Active Node Creation

https://bugs.launchpad.net/ironic/+bug/1526315

This spec is intended to allow a slightly more permissive interaction with the ironic API to allow an operator to migrate a hardware fleet to be managed by ironic.

Problem description

At present the ironic API explicitly sets the new state for nodes to the beginning step in the ironic workflow.

As part of hardware fleet lifecycle management, an operator expects to be able to migrate inventory and control systems for their hardware fleet utilizing their existing inventory data and allocation records. Ultimately this means that an imported host MAY already be allocated and unavailable for immediate allocation.

For an operator of multiple distinct OpenStack infrastructures, it is reasonable to permit an operator to migrate running baremetal hosts from one “system” to another “system” that are ultimately components in a larger infrastructure, while not immediately reprovisioning hardware.

Proposed change

Allow an API client to transition a node directly from the MANAGEABLE state to the ACTIVE state, bypassing actual deployment of the node.

  • Creation of a new API provision_state verb of adopt that invokes the state transition of ADOPTING.

  • Creation of a new machine state transition of ADOPTING which is valid only in the MANAGEABLE state and allows an operator to directly move a node to active state. This transition would be dependent upon a successful interface validation. Failure of this transition shall move nodes to an ADOPTFAIL which will allow users to be able to identify nodes that failed adoption.

  • Creation of a new machine state of ADOPTFAIL which a machine is set to upon the ADOPTING transition failing. This state will allow a user to re-attempt ADOPTING via adopt, or attempt to transition the node to the MANAGEABLE state via manage. Additionally, the ADOPTFAIL state will be listed in the list of states that permit node deletion from the ironic database.

  • API client update to provide CLI interface to invoke this feature.

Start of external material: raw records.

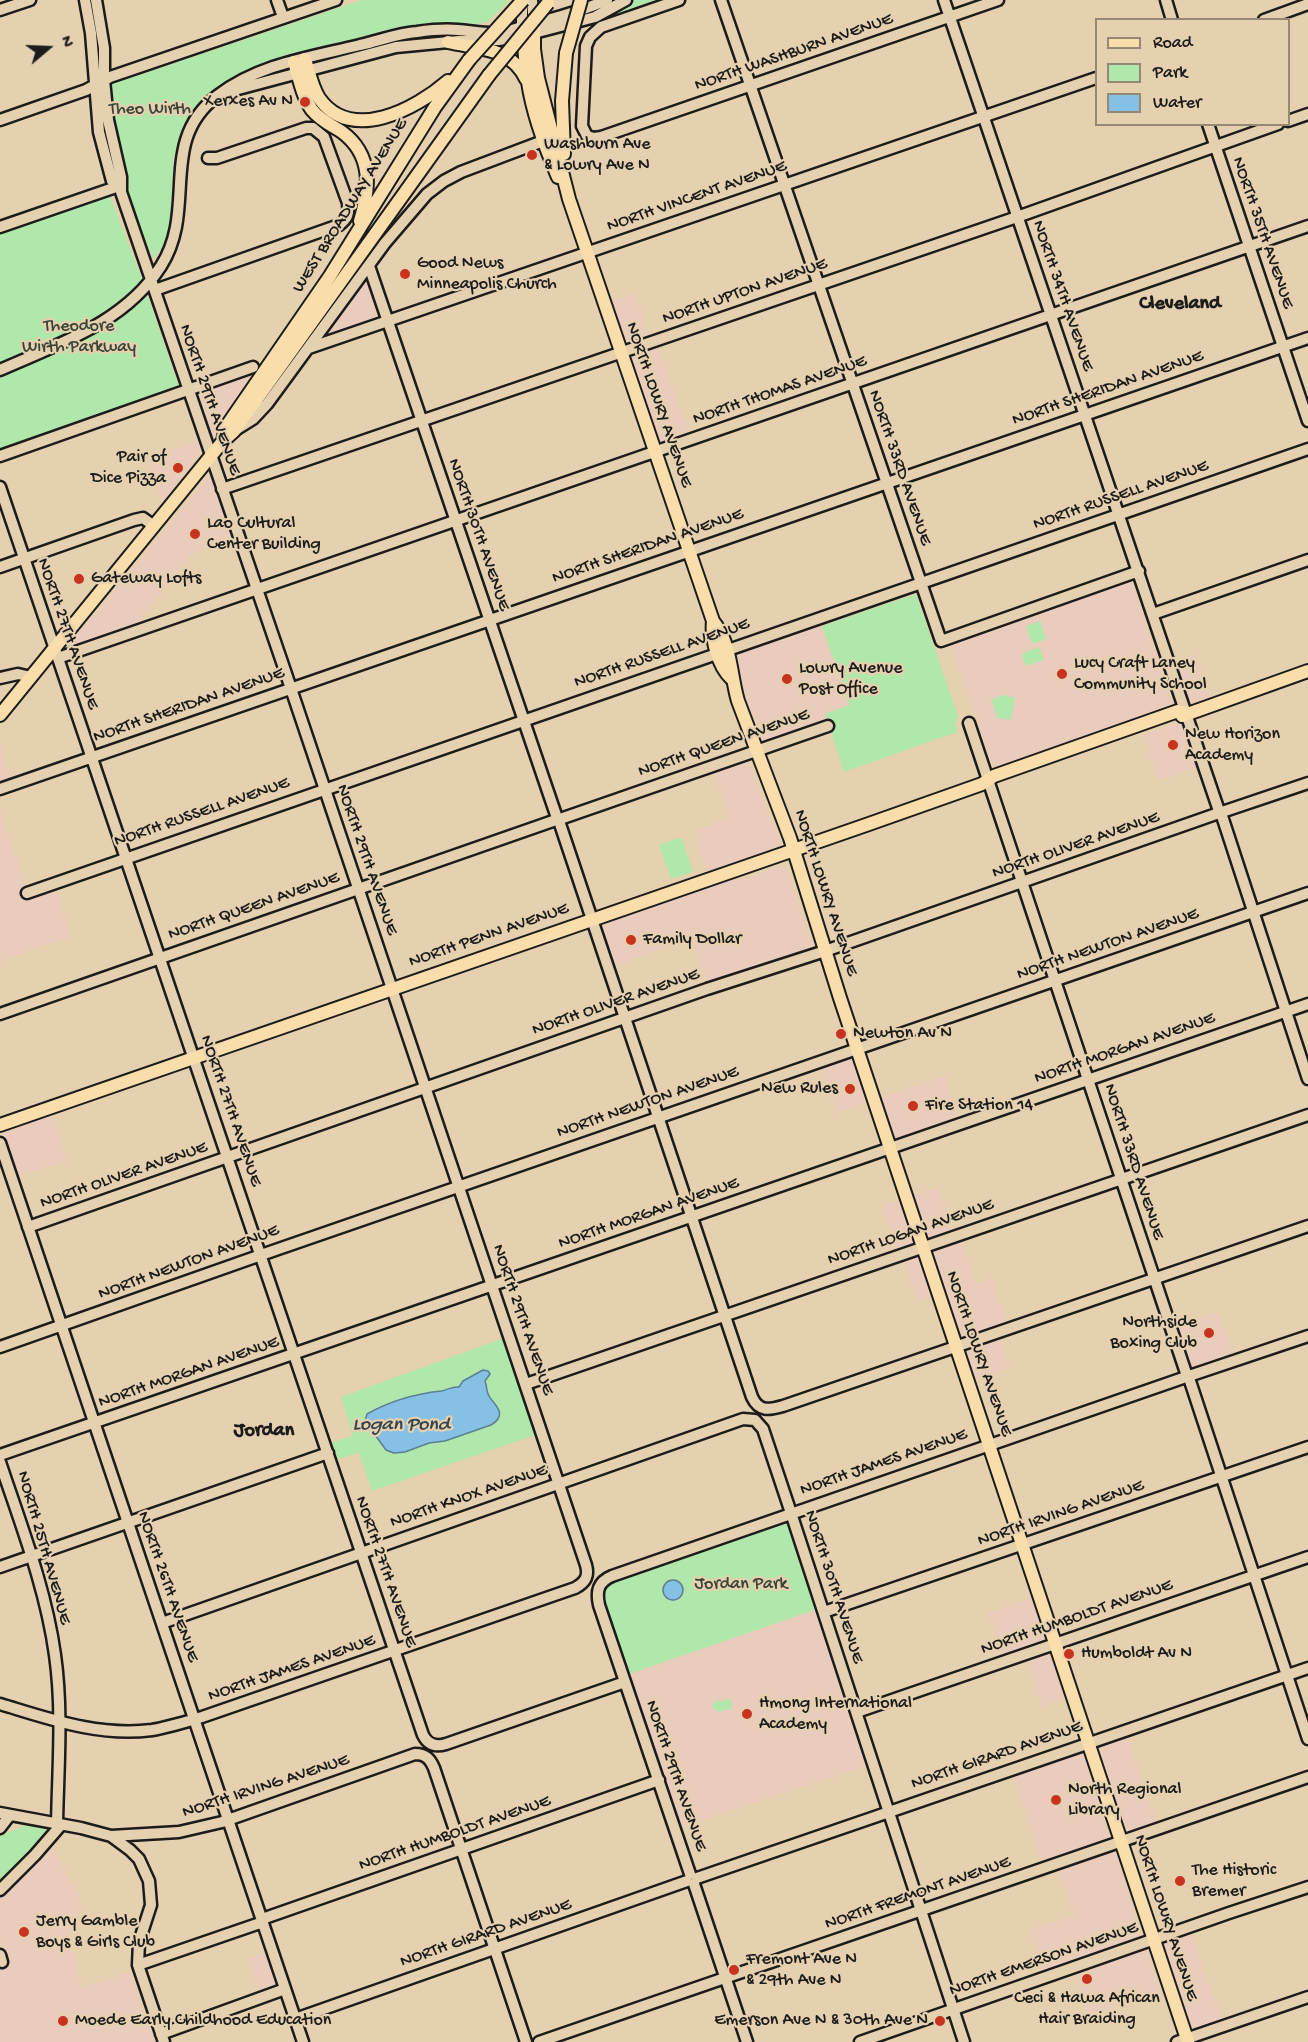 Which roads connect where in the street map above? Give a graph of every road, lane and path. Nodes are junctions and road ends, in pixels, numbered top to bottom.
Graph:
1 (30, 0) edge
2 (85, 0) edge
3 (96, 0) edge
4 (277, 0) edge
5 (336, 0) edge
6 (523, 0) edge
7 (532, 0) edge
8 (581, 0) edge
9 (607, 0) edge
10 (626, 0) edge
11 (679, 0) edge
12 (721, 0) edge
13 (944, 0) edge
14 (998, 0) edge
15 (1166, 0) edge
16 (549, 1) edge
17 (1308, 4) edge
18 (0, 10) edge
19 (283, 17) junction
20 (949, 17) junction
21 (1171, 18) edge
22 (1270, 18) edge
23 (528, 30) junction
24 (448, 42) junction
25 (465, 64) junction
26 (301, 66) junction
27 (1095, 78) edge
28 (528, 82) junction
29 (99, 83) junction
30 (750, 85) junction
31 (1308, 114) edge
32 (983, 117) junction
33 (0, 120) edge
34 (1290, 120) edge
35 (549, 124) junction
36 (1209, 126) edge
37 (1272, 126) edge
38 (543, 141) junction
39 (1215, 146) junction
40 (208, 158) dead end
41 (784, 184) junction
42 (119, 186) junction
43 (569, 199) junction
44 (1017, 217) junction
45 (1308, 226) edge
46 (0, 227) edge
47 (353, 240) junction
48 (1249, 247) junction
49 (588, 253) junction
50 (369, 266) junction
51 (818, 284) junction
52 (153, 285) junction
53 (1051, 316) junction
54 (387, 321) junction
55 (1308, 338) edge
56 (1283, 346) junction
57 (309, 348) junction
58 (621, 353) junction
59 (253, 367) dead end
60 (0, 370) edge
61 (853, 383) junction
62 (188, 390) junction
63 (1085, 415) junction
64 (421, 420) junction
65 (1308, 421) edge
66 (234, 431) junction
67 (223, 441) junction
68 (1308, 449) edge
69 (655, 451) junction
70 (0, 456) edge
71 (211, 456) junction
72 (887, 482) junction
73 (0, 487) edge
74 (222, 489) junction
75 (1118, 514) junction
76 (455, 520) junction
77 (154, 526) junction
78 (689, 550) junction
79 (24, 558) junction
80 (1308, 560) edge
81 (0, 567) edge
82 (1139, 571) junction
83 (921, 582) junction
84 (256, 589) junction
85 (1154, 614) junction
86 (489, 620) junction
87 (722, 651) junction
88 (56, 653) junction
89 (1308, 671) edge
90 (31, 677) junction
91 (0, 678) edge
92 (291, 689) junction
93 (1187, 713) junction
94 (0, 715) edge
95 (524, 719) junction
96 (969, 723) dead end
97 (828, 726) dead end
98 (757, 750) junction
99 (92, 757) junction
100 (989, 781) junction
101 (1308, 783) edge
102 (324, 788) junction
103 (0, 789) edge
104 (1220, 812) junction
105 (558, 819) junction
106 (793, 850) junction
107 (126, 857) junction
108 (1022, 883) junction
109 (359, 888) junction
110 (27, 892) dead end
111 (1308, 893) edge
112 (1253, 912) junction
113 (592, 919) junction
114 (825, 951) junction
115 (160, 957) junction
116 (1056, 981) junction
117 (393, 988) junction
118 (1308, 1004) edge
119 (1286, 1011) junction
120 (0, 1014) edge
121 (625, 1018) junction
122 (857, 1049) junction
123 (195, 1058) junction
124 (1089, 1079) junction
125 (1308, 1079) edge
126 (427, 1087) junction
127 (1308, 1115) edge
128 (658, 1117) junction
129 (0, 1125) edge
130 (0, 1143) edge
131 (889, 1147) junction
132 (228, 1157) junction
133 (1122, 1178) junction
134 (460, 1186) junction
135 (692, 1216) junction
136 (1308, 1226) edge
137 (28, 1227) junction
138 (923, 1246) junction
139 (261, 1255) junction
140 (1154, 1279) junction
141 (493, 1285) junction
142 (725, 1316) junction
143 (62, 1325) junction
144 (1308, 1336) edge
145 (956, 1346) junction
146 (0, 1347) edge
147 (295, 1354) junction
148 (1188, 1377) junction
149 (526, 1384) junction
150 (755, 1420) joint
151 (95, 1424) junction
152 (989, 1445) junction
153 (1308, 1447) edge
154 (328, 1453) junction
155 (0, 1455) edge
156 (0, 1462) edge
157 (1221, 1477) junction
158 (559, 1483) junction
159 (791, 1513) junction
160 (128, 1523) junction
161 (1022, 1544) junction
162 (361, 1551) junction
163 (32, 1557) junction
164 (1308, 1557) edge
165 (0, 1567) edge
166 (1254, 1576) junction
167 (586, 1579) joint
168 (599, 1586) joint
169 (824, 1612) junction
170 (162, 1623) junction
171 (1055, 1643) junction
172 (394, 1651) junction
173 (1308, 1668) edge
174 (1287, 1675) junction
175 (626, 1682) junction
176 (0, 1704) edge
177 (857, 1712) junction
178 (194, 1719) junction
179 (60, 1722) junction
180 (1308, 1739) edge
181 (1087, 1743) junction
182 (1308, 1777) edge
183 (659, 1780) junction
184 (889, 1812) junction
185 (5, 1814) edge
186 (228, 1820) junction
187 (59, 1824) junction
188 (0, 1828) edge
189 (111, 1836) junction
190 (1121, 1841) junction
191 (461, 1849) junction
192 (692, 1880) junction
193 (1308, 1887) edge
194 (0, 1890) edge
195 (921, 1911) junction
196 (262, 1921) junction
197 (1153, 1939) junction
198 (494, 1948) junction
199 (138, 1965) junction
200 (725, 1977) junction
201 (285, 1989) junction
202 (1308, 1997) edge
203 (953, 2010) junction
204 (295, 2019) junction
205 (163, 2038) edge
206 (1184, 2041) edge
207 (303, 2042) edge
208 (526, 2042) edge
209 (538, 2042) edge
210 (747, 2042) edge
211 (860, 2042) edge
212 (964, 2042) edge

1 - 18 street
2 - 29 street
3 - 29 street
4 - 19 street
5 - 19 street
6 - 23 street
6 - 25 main road, WEST BROADWAY AVENUE, bridge
7 - 23 street
8 - 43 main road, bridge
9 - 23 street
10 - 23 street
11 - 30 street, NORTH WASHBURN AVENUE
12 - 30 street, NORTH 33RD AVENUE
13 - 20 street, NORTH 34TH AVENUE
14 - 20 street, NORTH WASHBURN AVENUE
15 - 21 street
16 - 66 main road, WEST BROADWAY AVENUE, bridge
17 - 22 street
19 - 29 street
20 - 30 street, NORTH WASHBURN AVENUE
20 - 32 street, NORTH 34TH AVENUE
23 - 24 street
23 - 26 street
23 - 28 main road, NORTH LOWRY AVENUE
23 - 35 main road, NORTH LOWRY AVENUE
24 - 26 street
24 - 28 main road
25 - 26 main road
25 - 47 main road, WEST BROADWAY AVENUE
26 - 47 main road
26 - 52 street
27 - 32 street, NORTH VINCENT AVENUE
28 - 38 main road, NORTH LOWRY AVENUE
29 - 33 street
29 - 42 street, NORTH 29TH AVENUE
30 - 41 street, NORTH 33RD AVENUE
31 - 34 street
32 - 41 street, NORTH VINCENT AVENUE
32 - 44 street, NORTH 34TH AVENUE
35 - 38 street
35 - 43 main road, NORTH LOWRY AVENUE
36 - 39 street, NORTH 35TH AVENUE
37 - 39 street, NORTH UPTON AVENUE
38 - 43 main road, NORTH LOWRY AVENUE
38 - 50 street, WEST BROADWAY AVENUE
39 - 44 street, NORTH UPTON AVENUE
39 - 48 street, NORTH 35TH AVENUE
40 - 52 street
41 - 49 street, NORTH VINCENT AVENUE
41 - 51 street, NORTH 33RD AVENUE
42 - 46 street
42 - 52 street, NORTH 29TH AVENUE
43 - 49 main road, NORTH LOWRY AVENUE
44 - 51 street, NORTH UPTON AVENUE
44 - 53 street, NORTH 34TH AVENUE
45 - 48 street, NORTH THOMAS AVENUE
47 - 67 main road, WEST BROADWAY AVENUE
48 - 53 street, NORTH THOMAS AVENUE
48 - 56 street, NORTH 35TH AVENUE
49 - 54 street, NORTH VINCENT AVENUE
49 - 58 main road, NORTH LOWRY AVENUE
50 - 54 street, NORTH 30TH AVENUE
50 - 57 street, WEST BROADWAY AVENUE
51 - 58 street, NORTH UPTON AVENUE
51 - 61 street, NORTH 33RD AVENUE
52 - 60 street
52 - 62 street, NORTH 29TH AVENUE
53 - 61 street, NORTH THOMAS AVENUE
53 - 63 street, NORTH 34TH AVENUE
54 - 57 street, NORTH VINCENT AVENUE
54 - 64 street, NORTH 30TH AVENUE
55 - 56 street, NORTH SHERIDAN AVENUE
56 - 63 street, NORTH SHERIDAN AVENUE
56 - 65 street, NORTH 35TH AVENUE
57 - 66 street, WEST BROADWAY AVENUE
58 - 64 street, NORTH UPTON AVENUE
58 - 69 main road, NORTH LOWRY AVENUE
59 - 62 street
61 - 69 street, NORTH THOMAS AVENUE
61 - 72 street, NORTH 33RD AVENUE
62 - 70 street
62 - 71 street, NORTH 29TH AVENUE
63 - 72 street, NORTH SHERIDAN AVENUE
63 - 75 street, NORTH 34TH AVENUE
64 - 74 street, NORTH UPTON AVENUE
64 - 76 street, NORTH 30TH AVENUE
66 - 67 main road, WEST BROADWAY AVENUE
67 - 71 main road, WEST BROADWAY AVENUE
68 - 75 street, NORTH RUSSELL AVENUE
69 - 76 street, NORTH THOMAS AVENUE
69 - 78 main road, NORTH LOWRY AVENUE
71 - 74 street, NORTH 29TH AVENUE
71 - 77 main road, WEST BROADWAY AVENUE
72 - 78 street, NORTH SHERIDAN AVENUE
72 - 83 street, NORTH 33RD AVENUE
73 - 79 street, NORTH 27TH AVENUE
74 - 84 street, NORTH 29TH AVENUE
75 - 82 street, NORTH 34TH AVENUE
75 - 83 street, NORTH RUSSELL AVENUE
76 - 84 street, NORTH THOMAS AVENUE
76 - 86 street, NORTH 30TH AVENUE
77 - 79 street
77 - 88 main road, WEST BROADWAY AVENUE
78 - 86 street, NORTH SHERIDAN AVENUE
78 - 87 main road, NORTH LOWRY AVENUE
79 - 81 street
79 - 88 street, NORTH 27TH AVENUE
80 - 85 street
82 - 83 street, NORTH 33RD AVENUE
82 - 85 street, NORTH 34TH AVENUE
83 - 87 street, NORTH RUSSELL AVENUE
84 - 88 street, NORTH THOMAS AVENUE
84 - 92 street, NORTH 29TH AVENUE
85 - 93 street, NORTH 34TH AVENUE
86 - 92 street, NORTH SHERIDAN AVENUE
86 - 95 street, NORTH 30TH AVENUE
87 - 95 street, NORTH RUSSELL AVENUE
87 - 98 main road, NORTH LOWRY AVENUE
88 - 90 main road, WEST BROADWAY AVENUE
88 - 99 street, NORTH 27TH AVENUE
89 - 93 main road, NORTH PENN AVENUE
90 - 91 street
90 - 94 main road, WEST BROADWAY AVENUE
92 - 99 street, NORTH SHERIDAN AVENUE
92 - 102 street, NORTH 29TH AVENUE
93 - 100 main road, NORTH PENN AVENUE
93 - 104 street, NORTH 34TH AVENUE
95 - 102 street, NORTH RUSSELL AVENUE
95 - 105 street, NORTH 30TH AVENUE
96 - 100 street, NORTH 33RD AVENUE
97 - 98 street, NORTH QUEEN AVENUE
98 - 105 street, NORTH QUEEN AVENUE
98 - 106 main road, NORTH LOWRY AVENUE
99 - 103 street, NORTH SHERIDAN AVENUE
99 - 107 street, NORTH 27TH AVENUE
100 - 106 main road, NORTH PENN AVENUE
100 - 108 street, NORTH 33RD AVENUE
101 - 104 street, NORTH OLIVER AVENUE
102 - 107 street, NORTH RUSSELL AVENUE
102 - 109 street, NORTH 29TH AVENUE
104 - 108 street, NORTH OLIVER AVENUE
104 - 112 street, NORTH 34TH AVENUE
105 - 109 street, NORTH QUEEN AVENUE
105 - 113 street, NORTH 30TH AVENUE
106 - 113 main road, NORTH PENN AVENUE
106 - 114 main road, NORTH LOWRY AVENUE
107 - 110 street, NORTH RUSSELL AVENUE
107 - 115 street, NORTH 27TH AVENUE
108 - 114 street, NORTH OLIVER AVENUE
108 - 116 street, NORTH 33RD AVENUE
109 - 115 street, NORTH QUEEN AVENUE
109 - 117 street, NORTH 29TH AVENUE
111 - 112 street, NORTH NEWTON AVENUE
112 - 116 street, NORTH NEWTON AVENUE
112 - 119 street, NORTH 34TH AVENUE
113 - 117 main road, NORTH PENN AVENUE
113 - 121 street, NORTH 30TH AVENUE
114 - 121 street, NORTH OLIVER AVENUE
114 - 122 main road, NORTH LOWRY AVENUE
115 - 120 street, NORTH QUEEN AVENUE
115 - 123 street, NORTH 27TH AVENUE
116 - 122 street, NORTH NEWTON AVENUE
116 - 124 street, NORTH 33RD AVENUE
117 - 123 main road, NORTH PENN AVENUE
117 - 126 street, NORTH 29TH AVENUE
118 - 119 street, NORTH MORGAN AVENUE
119 - 124 street, NORTH MORGAN AVENUE
119 - 125 street, NORTH 34TH AVENUE
121 - 126 street, NORTH OLIVER AVENUE
121 - 128 street, NORTH 30TH AVENUE
122 - 128 street, NORTH NEWTON AVENUE
122 - 131 main road, NORTH LOWRY AVENUE
123 - 129 main road, NORTH PENN AVENUE
123 - 132 street, NORTH 27TH AVENUE
124 - 131 street, NORTH MORGAN AVENUE
124 - 133 street, NORTH 33RD AVENUE
126 - 132 street, NORTH OLIVER AVENUE
126 - 134 street, NORTH 29TH AVENUE
127 - 133 street, NORTH LOGAN AVENUE
128 - 134 street, NORTH NEWTON AVENUE
128 - 135 street, NORTH 30TH AVENUE
130 - 137 street, NORTH 26TH AVENUE
131 - 135 street, NORTH MORGAN AVENUE
131 - 138 main road, NORTH LOWRY AVENUE
132 - 137 street, NORTH OLIVER AVENUE
132 - 139 street, NORTH 27TH AVENUE
133 - 138 street, NORTH LOGAN AVENUE
133 - 140 street, NORTH 33RD AVENUE
134 - 139 street, NORTH NEWTON AVENUE
134 - 141 street, NORTH 29TH AVENUE
135 - 141 street, NORTH MORGAN AVENUE
135 - 142 street, NORTH 30TH AVENUE
136 - 140 street
137 - 143 street, NORTH 26TH AVENUE
138 - 142 street, NORTH LOGAN AVENUE
138 - 145 main road, NORTH LOWRY AVENUE
139 - 143 street, NORTH NEWTON AVENUE
139 - 147 street, NORTH 27TH AVENUE
140 - 145 street
140 - 148 street, NORTH 33RD AVENUE
141 - 147 street, NORTH MORGAN AVENUE
141 - 149 street, NORTH 29TH AVENUE
142 - 145 street, NORTH 30TH AVENUE
142 - 149 street, NORTH LOGAN AVENUE
143 - 146 street, NORTH NEWTON AVENUE
143 - 151 street, NORTH 26TH AVENUE
144 - 148 street, NORTH JAMES AVENUE
145 - 152 main road, NORTH LOWRY AVENUE
147 - 151 street, NORTH MORGAN AVENUE
147 - 154 street, NORTH 27TH AVENUE
148 - 152 street, NORTH JAMES AVENUE
148 - 157 street, NORTH 33RD AVENUE
149 - 158 street, NORTH 29TH AVENUE
150 - 158 street, NORTH KNOX AVENUE
150 - 159 street, NORTH 30TH AVENUE
151 - 155 street, NORTH MORGAN AVENUE
151 - 160 street, NORTH 26TH AVENUE
152 - 159 street, NORTH JAMES AVENUE
152 - 161 main road, NORTH LOWRY AVENUE
153 - 157 street, NORTH IRVING AVENUE
154 - 160 street
154 - 162 street, NORTH 27TH AVENUE
156 - 163 street, NORTH 25TH AVENUE
157 - 161 street, NORTH IRVING AVENUE
157 - 166 street, NORTH 33RD AVENUE
158 - 162 street, NORTH KNOX AVENUE
158 - 167 street, NORTH 29TH AVENUE
159 - 168 street, NORTH JAMES AVENUE
159 - 169 street, NORTH 30TH AVENUE
160 - 163 street
160 - 170 street, NORTH 26TH AVENUE
161 - 169 street, NORTH IRVING AVENUE
161 - 171 main road, NORTH LOWRY AVENUE
162 - 170 street, NORTH KNOX AVENUE
162 - 172 street, NORTH 27TH AVENUE
163 - 165 street
163 - 179 street, NORTH 25TH AVENUE
164 - 166 street, NORTH HUMBOLDT AVENUE
166 - 171 street, NORTH HUMBOLDT AVENUE
166 - 174 street, NORTH 33RD AVENUE
167 - 172 street, NORTH JAMES AVENUE
168 - 175 street, NORTH 29TH AVENUE
169 - 177 street, NORTH 30TH AVENUE
170 - 178 street, NORTH 26TH AVENUE
171 - 177 street, NORTH HUMBOLDT AVENUE
171 - 181 main road, NORTH LOWRY AVENUE
172 - 175 street, NORTH 27TH AVENUE
172 - 178 street, NORTH JAMES AVENUE
173 - 174 street, NORTH GIRARD AVENUE
174 - 180 street, NORTH 33RD AVENUE
174 - 181 street, NORTH GIRARD AVENUE
175 - 183 street, NORTH 29TH AVENUE
176 - 179 street, NORTH JAMES AVENUE
177 - 184 street, NORTH 30TH AVENUE
178 - 179 street, NORTH JAMES AVENUE
178 - 186 street, NORTH 26TH AVENUE
179 - 187 street, NORTH 25TH AVENUE
181 - 184 street, NORTH GIRARD AVENUE
181 - 190 main road, NORTH LOWRY AVENUE
182 - 190 street, NORTH FREMONT AVENUE
183 - 191 street, NORTH HUMBOLDT AVENUE
183 - 192 street, NORTH 29TH AVENUE
184 - 192 street, NORTH GIRARD AVENUE
184 - 195 street, NORTH 30TH AVENUE
185 - 187 street, NORTH IRVING AVENUE
185 - 188 street
186 - 189 street, NORTH IRVING AVENUE
186 - 191 street, NORTH IRVING AVENUE
186 - 196 street, NORTH 26TH AVENUE
187 - 189 street, NORTH IRVING AVENUE
187 - 194 street
189 - 199 street
190 - 195 street, NORTH FREMONT AVENUE
190 - 197 main road, NORTH LOWRY AVENUE
191 - 196 street, NORTH HUMBOLDT AVENUE
191 - 198 street
192 - 198 street, NORTH GIRARD AVENUE
192 - 200 street, NORTH 29TH AVENUE
193 - 197 street, NORTH EMERSON AVENUE
195 - 200 street, NORTH FREMONT AVENUE
195 - 203 street, NORTH 30TH AVENUE
196 - 199 street, NORTH HUMBOLDT AVENUE
196 - 201 street, NORTH 26TH AVENUE
197 - 203 street, NORTH EMERSON AVENUE
197 - 206 main road, NORTH LOWRY AVENUE
198 - 204 street, NORTH GIRARD AVENUE
198 - 208 street
199 - 205 street
200 - 209 street, NORTH FREMONT AVENUE
200 - 210 street, NORTH 29TH AVENUE
201 - 204 street, NORTH 26TH AVENUE
201 - 205 street
202 - 206 street
203 - 211 street, NORTH EMERSON AVENUE
203 - 212 street, NORTH 30TH AVENUE
204 - 207 street, NORTH 26TH AVENUE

  • Creation of explicit documentation covering:

    - Use cases of the feature while explicitly predicating that proper
      operation requires node validation to succeed.
    - Explicitly detail that it is the operator's responsibility to
      define the node with all relevant appropriate configuration else
      the node could fail node state provision operations of ``rebuild``
      and ``delete``. Which would result in manual intervention being
      necessary.
    - Explain the basic mechanics of the use of the adoption feature
      to users in order to help convey the importance of the correct
      information being populated.
    

Alternatives

The logical alternative is to remove restrictions in what an API client posts to allow the caller to explicitly state or invoke a node to be created in ACTIVE state. As the community desires full functionality of the node to exist upon being imported along with driver interface validation, the implementation appears to lend itself to be implemented as a state transition instead of pure API logic.

Alternatively, we could craft operator documentation to help assist operators in directly loading nodes into the ironic database, coupled with the caveats of doing so, and require that documentation is updated in lock-step with any database schema changes.

Data model impact

None

State Machine Impact

Implementation of a new state transition from MANAGEABLE state to ACTIVE state utilizing an intermediate state of ADOPTING which takes the following actions.

  1. Triggering the conductor node take_over logic.

  2. Upon completion the node state is set to ACTIVE.

Should a failure of take_over logic occur in the ADOPTING state, the node will be returned to ADOPTFAIL state from which a user will be able to retry the adoption operation or delete the node.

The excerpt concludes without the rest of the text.